More than 70 Russian universities are being investigated for 'protecting' students by shutting them out of their dorm rooms late at night — forcing them to sleep on the street or bribe their way in, a news report said.
The check was prompted by student rights' ombudsman Artyom Khromov, who collected several hundred complaints from students and sent them to the Prosecutor General's Office on June 19, Kommersant reported Thursday.
According to the complaints, 71 different universities have imposed curfews that prohibit students from entering or leaving the schools' dormitories after a certain time in the evening.
"More often than not, administrations are explaining their imposition of a curfew by saying they need to protect their students. But as a result, students are being forced to either spend the night on the street or climb up to their window. The other option is to bribe the security guards — which is also detrimental to security," Khromov was quoted as saying by Kommersant.

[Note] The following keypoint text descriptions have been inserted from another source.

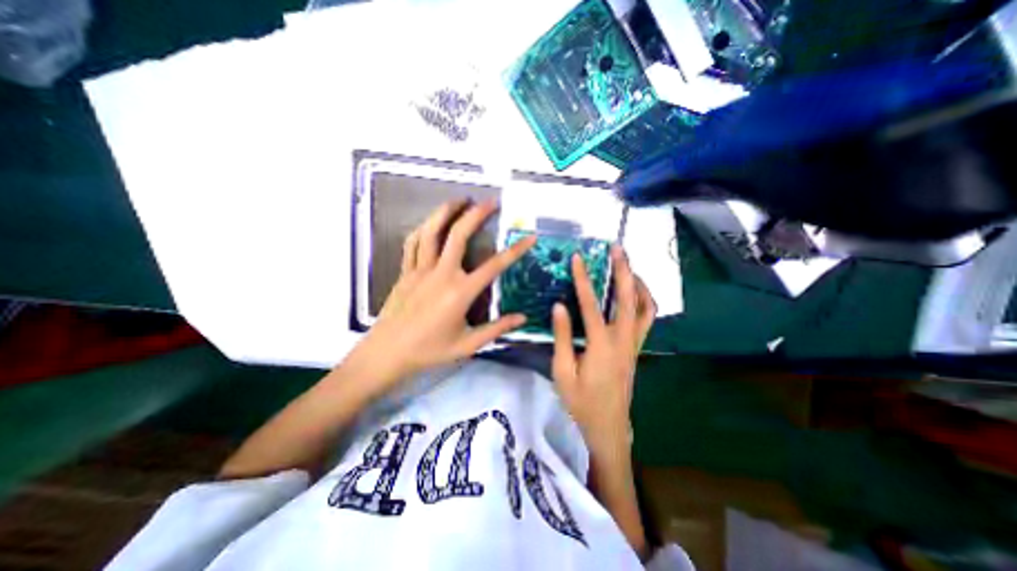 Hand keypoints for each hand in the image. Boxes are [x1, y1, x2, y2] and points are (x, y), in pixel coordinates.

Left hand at [349, 201, 533, 401]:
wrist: (387, 353)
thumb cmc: (429, 351)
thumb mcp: (467, 344)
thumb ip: (496, 329)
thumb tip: (522, 318)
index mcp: (460, 292)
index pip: (494, 266)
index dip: (515, 250)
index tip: (530, 237)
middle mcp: (441, 274)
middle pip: (459, 235)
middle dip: (477, 214)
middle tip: (491, 201)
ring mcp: (420, 270)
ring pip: (432, 231)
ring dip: (447, 211)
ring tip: (460, 199)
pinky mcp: (405, 271)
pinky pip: (413, 243)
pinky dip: (424, 228)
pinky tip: (431, 222)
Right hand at [553, 244, 655, 454]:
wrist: (608, 428)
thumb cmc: (581, 403)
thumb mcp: (562, 372)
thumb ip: (562, 337)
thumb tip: (559, 306)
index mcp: (601, 345)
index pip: (591, 304)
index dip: (583, 279)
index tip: (578, 258)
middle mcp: (623, 340)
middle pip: (629, 298)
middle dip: (624, 270)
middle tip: (617, 249)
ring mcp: (634, 344)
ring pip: (646, 307)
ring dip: (638, 284)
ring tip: (628, 267)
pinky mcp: (637, 349)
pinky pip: (647, 319)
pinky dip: (644, 301)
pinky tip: (633, 294) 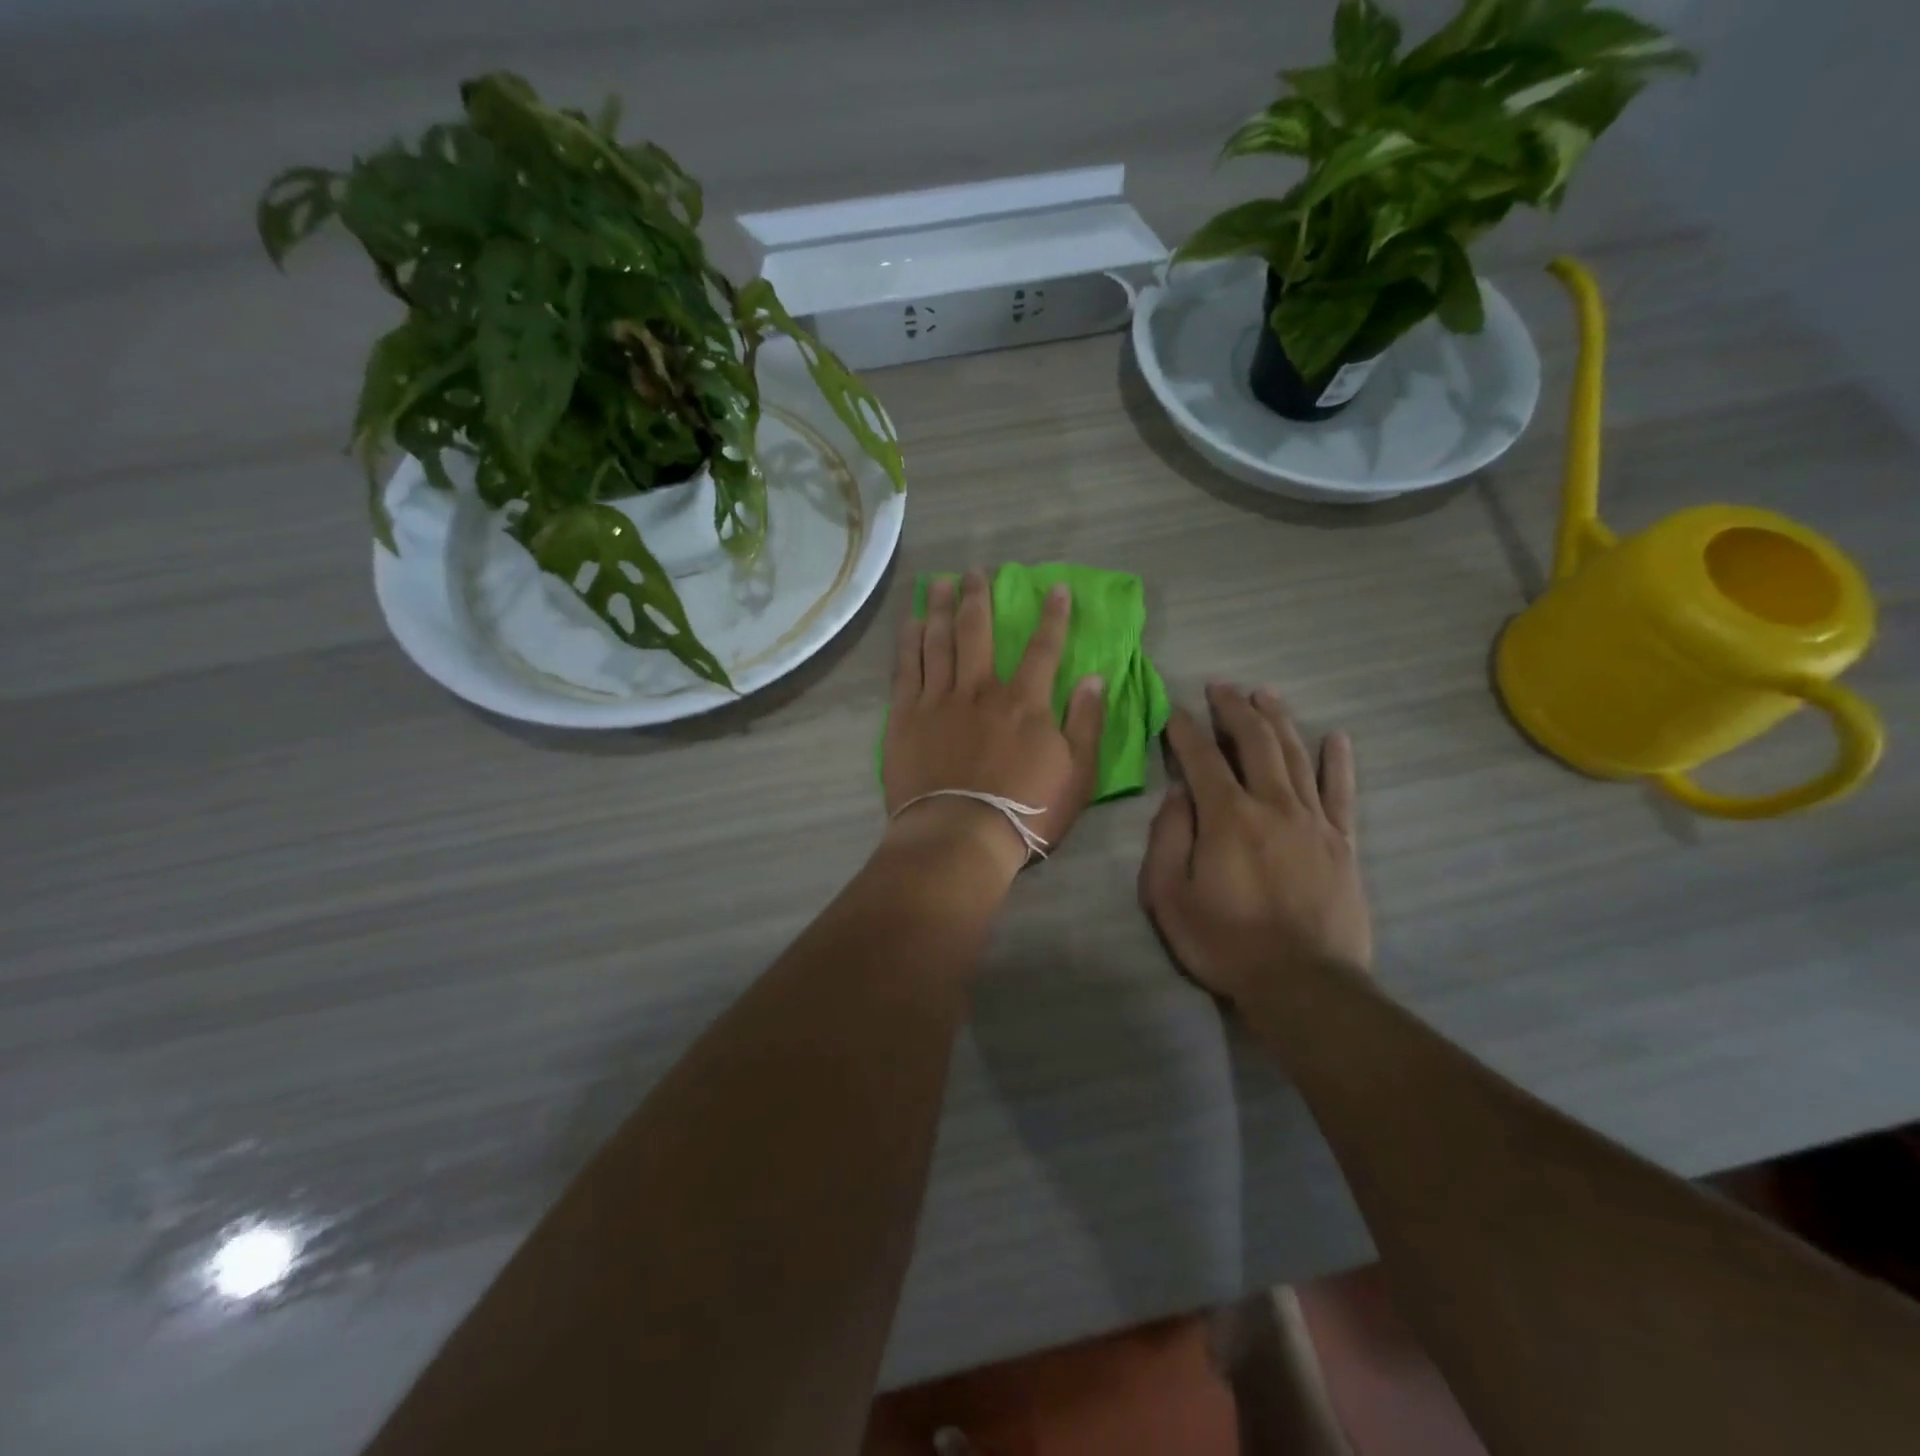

Students say they have been required to provide documentation showing they have late-night jobs if they return home late, and those unable to provide a valid reason have been threatened with eviction, according to Khromov.
Such moves by the dorm administrations are illegal and violate the Housing Code, which stipulates that the tenant cannot restrict the inhabitant's usage of his living space, Khromov said.
Khromov also cited comments by the deputy head of the Education and Science Ministry, Veniamin Kaganov, who told universities in March they did not have the right to set curfews for paid student accommodation.
Kaganov also said at that time that students were not required to provide explanations for why they were returning home late at night.